▼
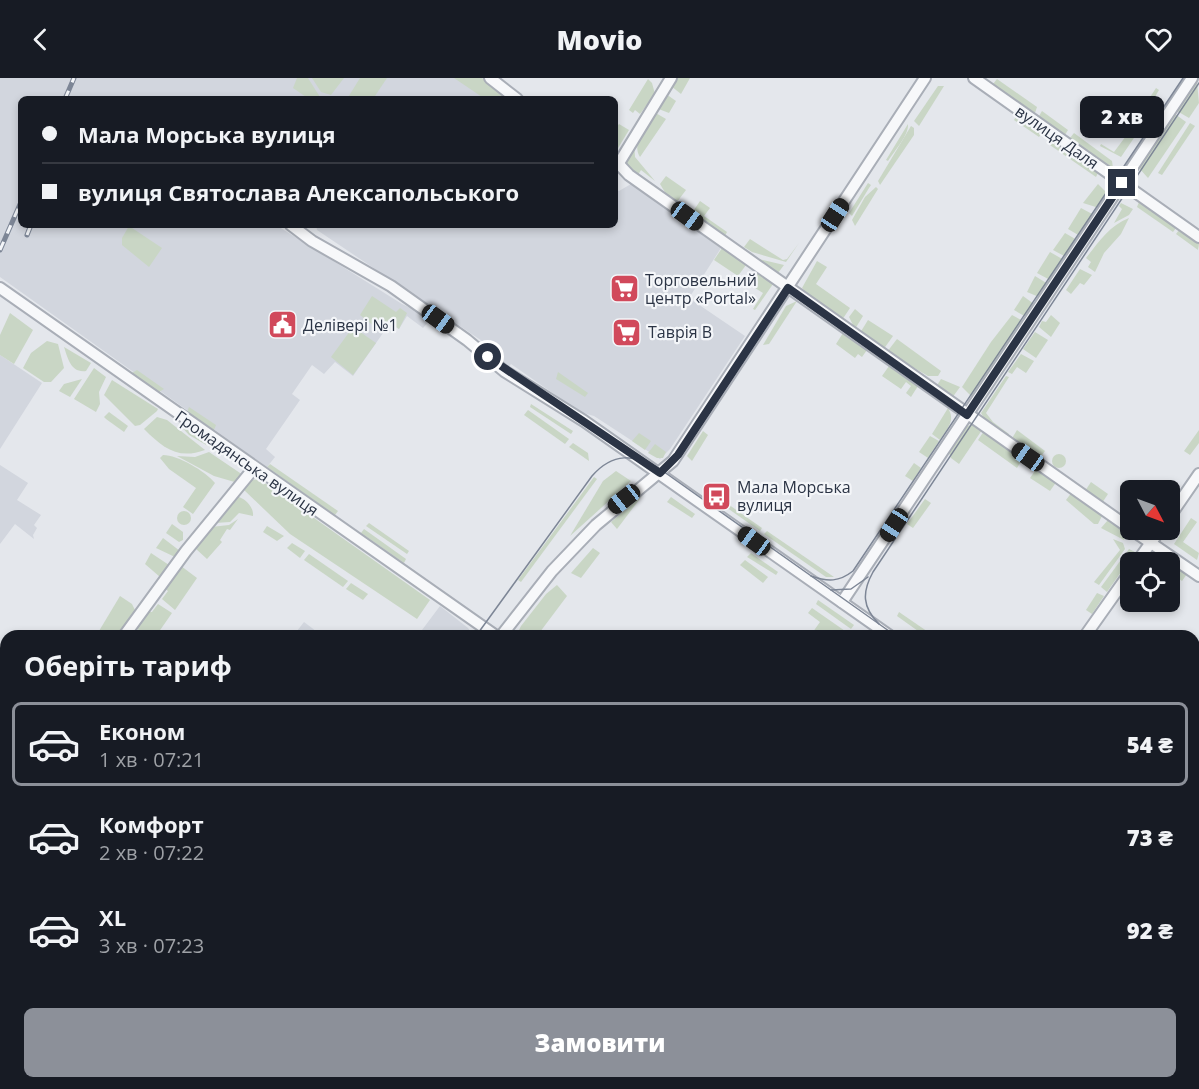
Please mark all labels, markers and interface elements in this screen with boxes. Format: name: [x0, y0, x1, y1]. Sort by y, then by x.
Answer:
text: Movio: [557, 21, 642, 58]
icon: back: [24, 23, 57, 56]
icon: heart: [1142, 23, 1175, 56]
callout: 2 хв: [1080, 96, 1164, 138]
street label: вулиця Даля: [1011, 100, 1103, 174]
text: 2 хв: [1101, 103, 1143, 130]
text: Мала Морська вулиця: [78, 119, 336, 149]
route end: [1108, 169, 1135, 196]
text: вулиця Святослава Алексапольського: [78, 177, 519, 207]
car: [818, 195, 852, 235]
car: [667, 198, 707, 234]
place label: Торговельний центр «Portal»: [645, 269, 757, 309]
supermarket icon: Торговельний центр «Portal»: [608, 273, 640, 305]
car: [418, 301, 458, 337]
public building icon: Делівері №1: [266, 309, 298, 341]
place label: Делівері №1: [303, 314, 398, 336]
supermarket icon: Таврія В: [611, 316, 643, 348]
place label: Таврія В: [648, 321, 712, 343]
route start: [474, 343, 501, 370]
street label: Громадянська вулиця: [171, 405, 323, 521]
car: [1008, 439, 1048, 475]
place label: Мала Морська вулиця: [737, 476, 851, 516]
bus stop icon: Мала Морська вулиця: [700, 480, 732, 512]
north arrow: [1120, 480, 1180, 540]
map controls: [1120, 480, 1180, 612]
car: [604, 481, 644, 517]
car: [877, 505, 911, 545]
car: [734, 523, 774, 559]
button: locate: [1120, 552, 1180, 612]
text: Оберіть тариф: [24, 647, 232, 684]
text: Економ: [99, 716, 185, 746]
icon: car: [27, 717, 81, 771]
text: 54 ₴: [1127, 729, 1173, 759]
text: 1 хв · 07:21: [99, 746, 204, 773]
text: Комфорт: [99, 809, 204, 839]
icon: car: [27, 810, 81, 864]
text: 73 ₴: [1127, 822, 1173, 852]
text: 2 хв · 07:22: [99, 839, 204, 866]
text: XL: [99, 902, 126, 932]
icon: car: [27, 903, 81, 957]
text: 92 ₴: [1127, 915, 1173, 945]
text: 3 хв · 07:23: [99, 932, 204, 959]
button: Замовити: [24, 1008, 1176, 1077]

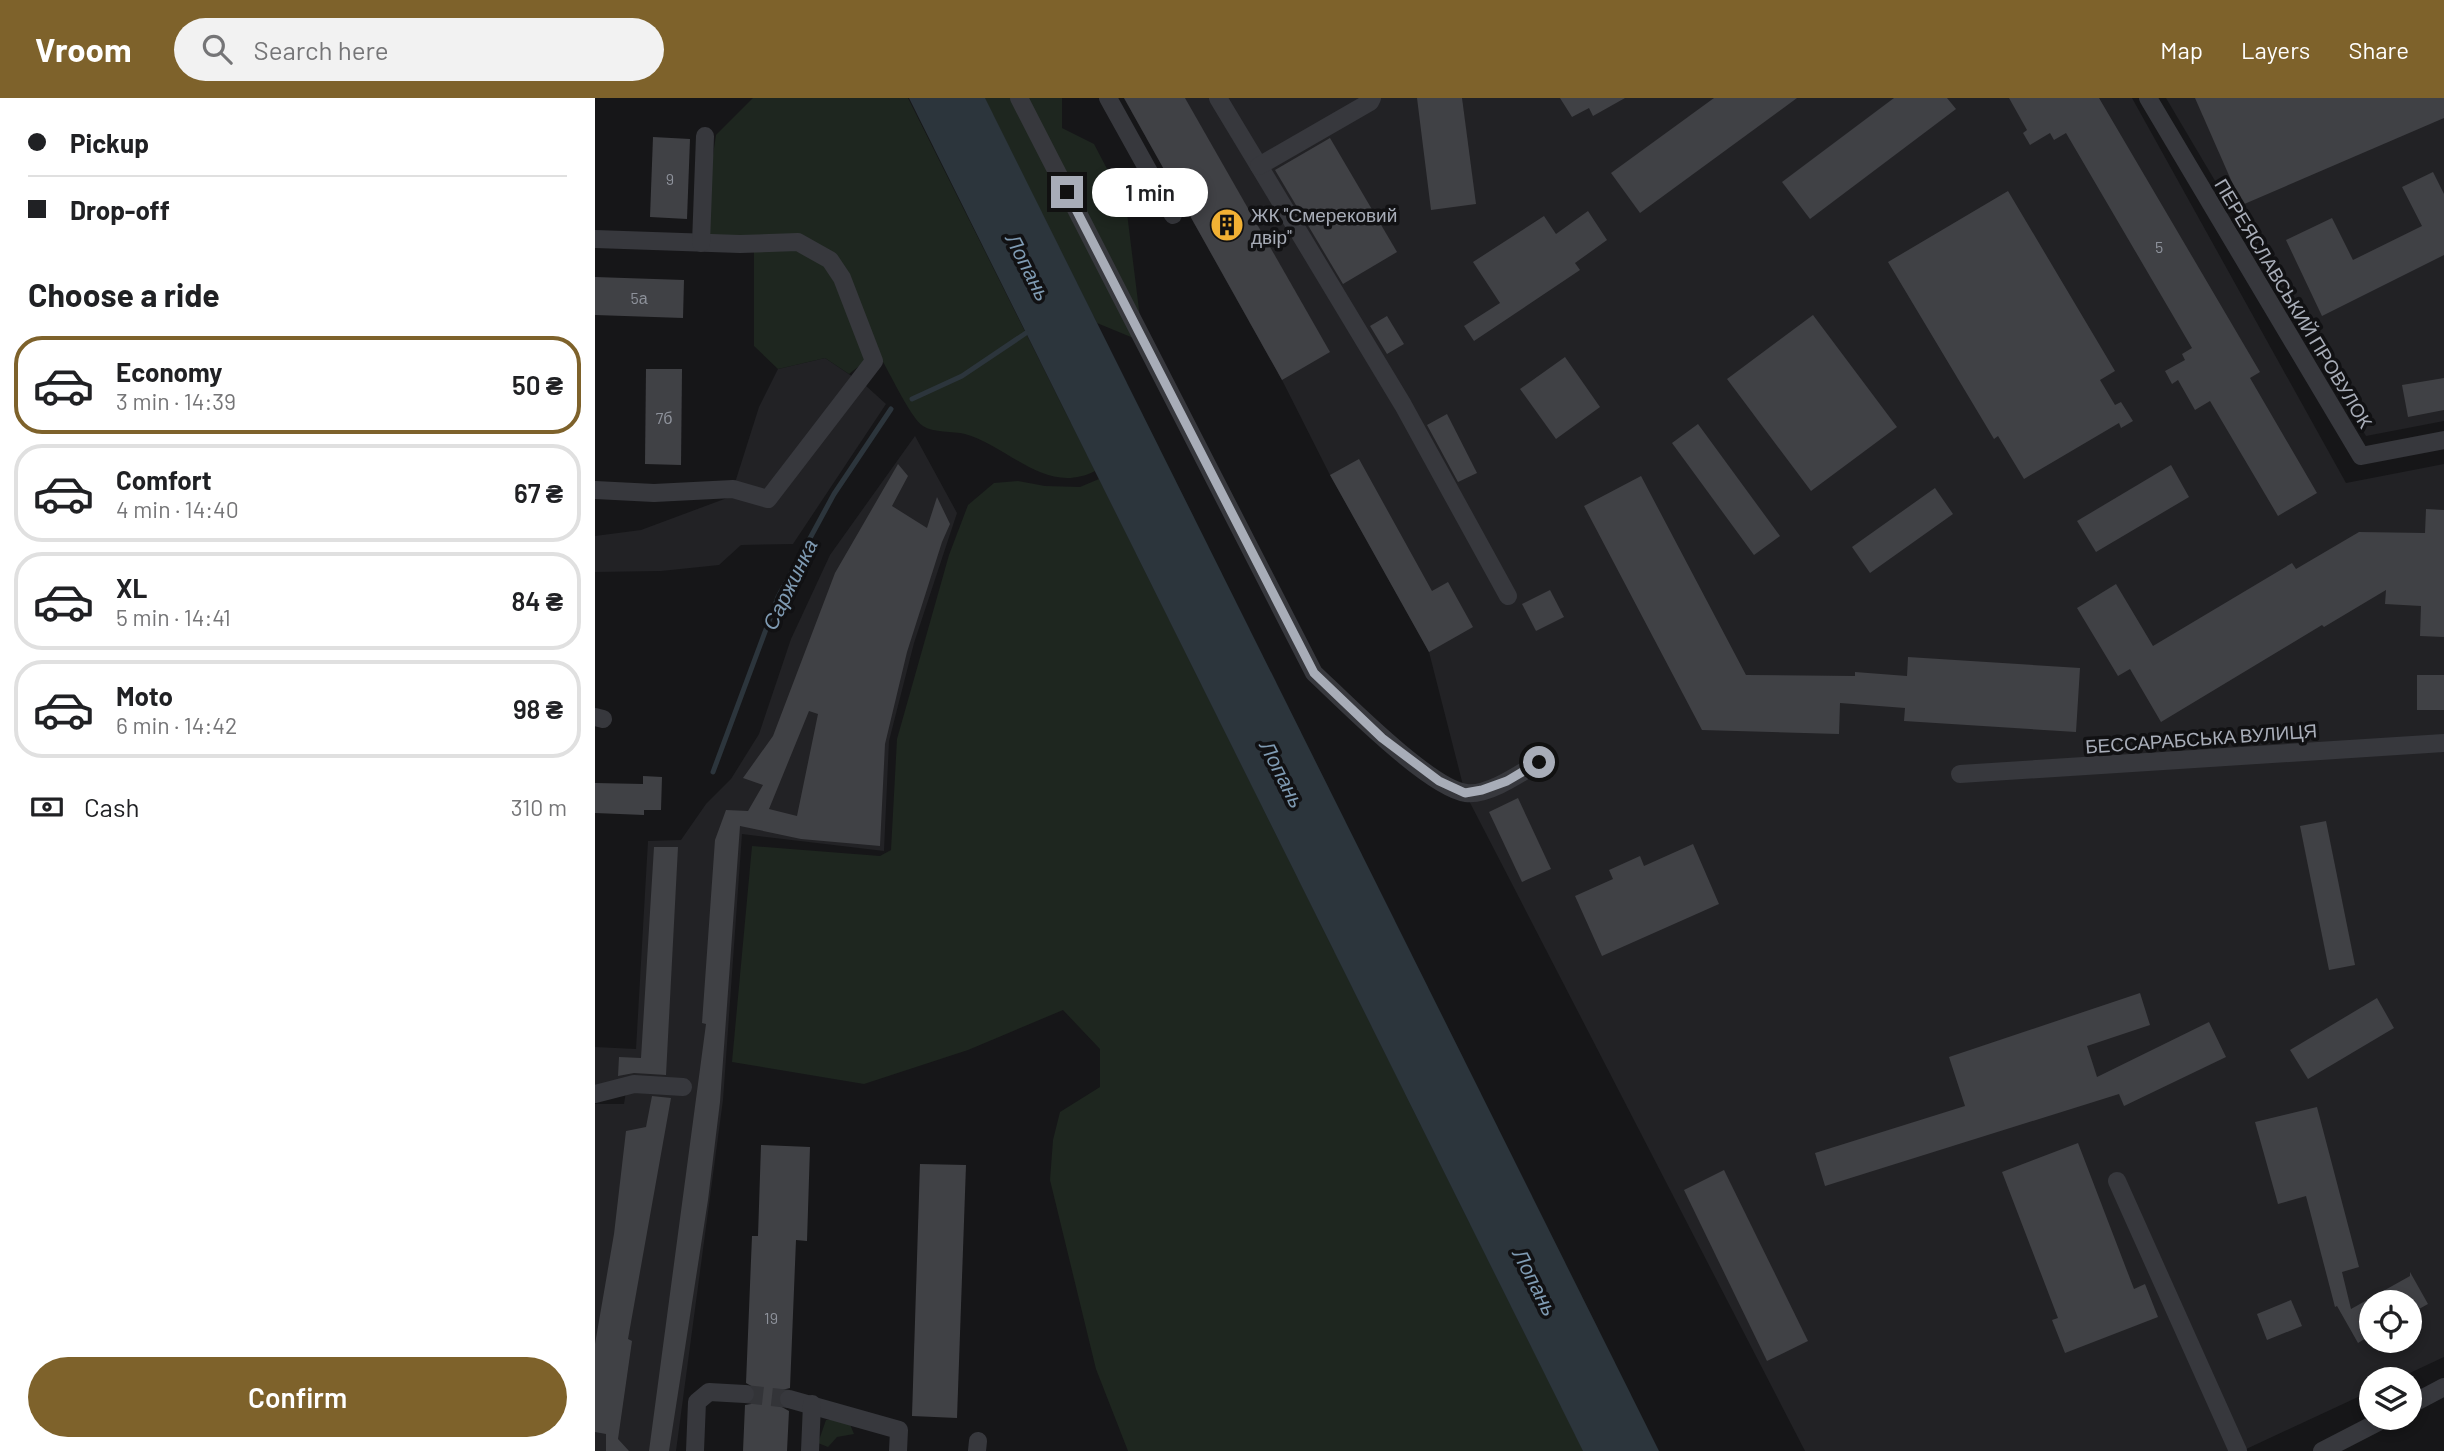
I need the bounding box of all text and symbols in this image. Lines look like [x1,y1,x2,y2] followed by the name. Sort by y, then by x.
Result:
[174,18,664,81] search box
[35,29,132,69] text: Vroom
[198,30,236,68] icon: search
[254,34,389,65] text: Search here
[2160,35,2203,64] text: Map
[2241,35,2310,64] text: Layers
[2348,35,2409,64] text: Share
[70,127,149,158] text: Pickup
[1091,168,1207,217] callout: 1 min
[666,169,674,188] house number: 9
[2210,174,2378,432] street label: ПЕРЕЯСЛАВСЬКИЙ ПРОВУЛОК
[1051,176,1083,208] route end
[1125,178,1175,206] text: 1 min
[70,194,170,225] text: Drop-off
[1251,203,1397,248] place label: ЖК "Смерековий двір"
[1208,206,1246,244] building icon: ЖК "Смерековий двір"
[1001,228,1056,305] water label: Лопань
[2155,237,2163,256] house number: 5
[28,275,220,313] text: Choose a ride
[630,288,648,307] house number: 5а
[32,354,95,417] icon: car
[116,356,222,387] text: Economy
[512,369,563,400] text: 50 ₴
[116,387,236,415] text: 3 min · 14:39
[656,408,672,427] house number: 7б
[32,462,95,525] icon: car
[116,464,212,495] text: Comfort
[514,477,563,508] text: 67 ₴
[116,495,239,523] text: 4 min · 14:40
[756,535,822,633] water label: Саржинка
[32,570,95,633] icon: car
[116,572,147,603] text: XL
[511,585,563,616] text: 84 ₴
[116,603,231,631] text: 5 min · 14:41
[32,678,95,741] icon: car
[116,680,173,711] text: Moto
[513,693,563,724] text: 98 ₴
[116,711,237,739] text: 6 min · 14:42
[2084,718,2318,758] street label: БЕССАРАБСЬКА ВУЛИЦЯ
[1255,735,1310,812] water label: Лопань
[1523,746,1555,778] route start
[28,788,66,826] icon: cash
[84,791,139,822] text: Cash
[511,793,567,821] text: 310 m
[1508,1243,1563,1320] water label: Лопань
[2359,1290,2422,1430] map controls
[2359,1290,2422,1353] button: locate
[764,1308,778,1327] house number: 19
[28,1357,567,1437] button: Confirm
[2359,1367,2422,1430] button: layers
▲
Assigned task:
Copy everything in the listing above exactly except the pictures.

Answer to this task:
Please mark all labels, markers and interface elements in this screen with boxes. Format: name: [x0, y0, x1, y1]. Sort by y, then by x.
Answer:
text: Movio: [557, 21, 642, 58]
icon: back: [24, 23, 57, 56]
icon: heart: [1142, 23, 1175, 56]
callout: 2 хв: [1080, 96, 1164, 138]
street label: вулиця Даля: [1011, 100, 1103, 174]
text: 2 хв: [1101, 103, 1143, 130]
text: Мала Морська вулиця: [78, 119, 336, 149]
route end: [1108, 169, 1135, 196]
text: вулиця Святослава Алексапольського: [78, 177, 519, 207]
car: [818, 195, 852, 235]
car: [667, 198, 707, 234]
place label: Торговельний центр «Portal»: [645, 269, 757, 309]
supermarket icon: Торговельний центр «Portal»: [608, 273, 640, 305]
car: [418, 301, 458, 337]
public building icon: Делівері №1: [266, 309, 298, 341]
place label: Делівері №1: [303, 314, 398, 336]
supermarket icon: Таврія В: [611, 316, 643, 348]
place label: Таврія В: [648, 321, 712, 343]
route start: [474, 343, 501, 370]
street label: Громадянська вулиця: [171, 405, 323, 521]
car: [1008, 439, 1048, 475]
place label: Мала Морська вулиця: [737, 476, 851, 516]
bus stop icon: Мала Морська вулиця: [700, 480, 732, 512]
north arrow: [1120, 480, 1180, 540]
map controls: [1120, 480, 1180, 612]
car: [604, 481, 644, 517]
car: [877, 505, 911, 545]
car: [734, 523, 774, 559]
button: locate: [1120, 552, 1180, 612]
text: Оберіть тариф: [24, 647, 232, 684]
text: Економ: [99, 716, 185, 746]
icon: car: [27, 717, 81, 771]
text: 54 ₴: [1127, 729, 1173, 759]
text: 1 хв · 07:21: [99, 746, 204, 773]
text: Комфорт: [99, 809, 204, 839]
icon: car: [27, 810, 81, 864]
text: 73 ₴: [1127, 822, 1173, 852]
text: 2 хв · 07:22: [99, 839, 204, 866]
text: XL: [99, 902, 126, 932]
icon: car: [27, 903, 81, 957]
text: 92 ₴: [1127, 915, 1173, 945]
text: 3 хв · 07:23: [99, 932, 204, 959]
button: Замовити: [24, 1008, 1176, 1077]

I need the bounding box of all text and symbols in this image. Lines look like [x1,y1,x2,y2] followed by the name. Sort by y, then by x.
Result:
[174,18,664,81] search box
[35,29,132,69] text: Vroom
[198,30,236,68] icon: search
[254,34,389,65] text: Search here
[2160,35,2203,64] text: Map
[2241,35,2310,64] text: Layers
[2348,35,2409,64] text: Share
[70,127,149,158] text: Pickup
[1091,168,1207,217] callout: 1 min
[666,169,674,188] house number: 9
[2210,174,2378,432] street label: ПЕРЕЯСЛАВСЬКИЙ ПРОВУЛОК
[1051,176,1083,208] route end
[1125,178,1175,206] text: 1 min
[70,194,170,225] text: Drop-off
[1251,203,1397,248] place label: ЖК "Смерековий двір"
[1208,206,1246,244] building icon: ЖК "Смерековий двір"
[1001,228,1056,305] water label: Лопань
[2155,237,2163,256] house number: 5
[28,275,220,313] text: Choose a ride
[630,288,648,307] house number: 5а
[32,354,95,417] icon: car
[116,356,222,387] text: Economy
[512,369,563,400] text: 50 ₴
[116,387,236,415] text: 3 min · 14:39
[656,408,672,427] house number: 7б
[32,462,95,525] icon: car
[116,464,212,495] text: Comfort
[514,477,563,508] text: 67 ₴
[116,495,239,523] text: 4 min · 14:40
[756,535,822,633] water label: Саржинка
[32,570,95,633] icon: car
[116,572,147,603] text: XL
[511,585,563,616] text: 84 ₴
[116,603,231,631] text: 5 min · 14:41
[32,678,95,741] icon: car
[116,680,173,711] text: Moto
[513,693,563,724] text: 98 ₴
[116,711,237,739] text: 6 min · 14:42
[2084,718,2318,758] street label: БЕССАРАБСЬКА ВУЛИЦЯ
[1255,735,1310,812] water label: Лопань
[1523,746,1555,778] route start
[28,788,66,826] icon: cash
[84,791,139,822] text: Cash
[511,793,567,821] text: 310 m
[1508,1243,1563,1320] water label: Лопань
[2359,1290,2422,1430] map controls
[2359,1290,2422,1353] button: locate
[764,1308,778,1327] house number: 19
[28,1357,567,1437] button: Confirm
[2359,1367,2422,1430] button: layers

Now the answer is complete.